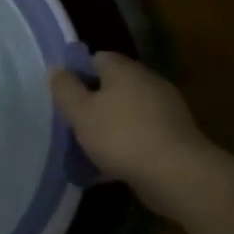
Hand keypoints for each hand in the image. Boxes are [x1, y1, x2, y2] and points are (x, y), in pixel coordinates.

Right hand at [49, 53, 212, 201]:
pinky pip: (141, 133)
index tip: (64, 94)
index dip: (78, 72)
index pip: (97, 58)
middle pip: (114, 84)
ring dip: (110, 124)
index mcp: (125, 70)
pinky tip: (110, 164)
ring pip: (127, 111)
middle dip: (93, 100)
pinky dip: (126, 143)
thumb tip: (56, 69)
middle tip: (73, 120)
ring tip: (88, 146)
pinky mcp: (175, 136)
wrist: (177, 175)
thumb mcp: (80, 112)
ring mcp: (166, 110)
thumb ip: (65, 89)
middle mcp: (148, 82)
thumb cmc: (120, 135)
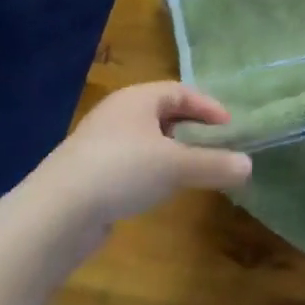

» **THE PROBLEM**
Search the listing for the word "hand" and return each line that holds it.

» **EXPECTED OUTPUT**
Hand keypoints for each hand in the image. Boxes are [x1, y1, x2, y2] and points are (x, y), in pixel coordinates.
Right hand at [49, 53, 212, 201]:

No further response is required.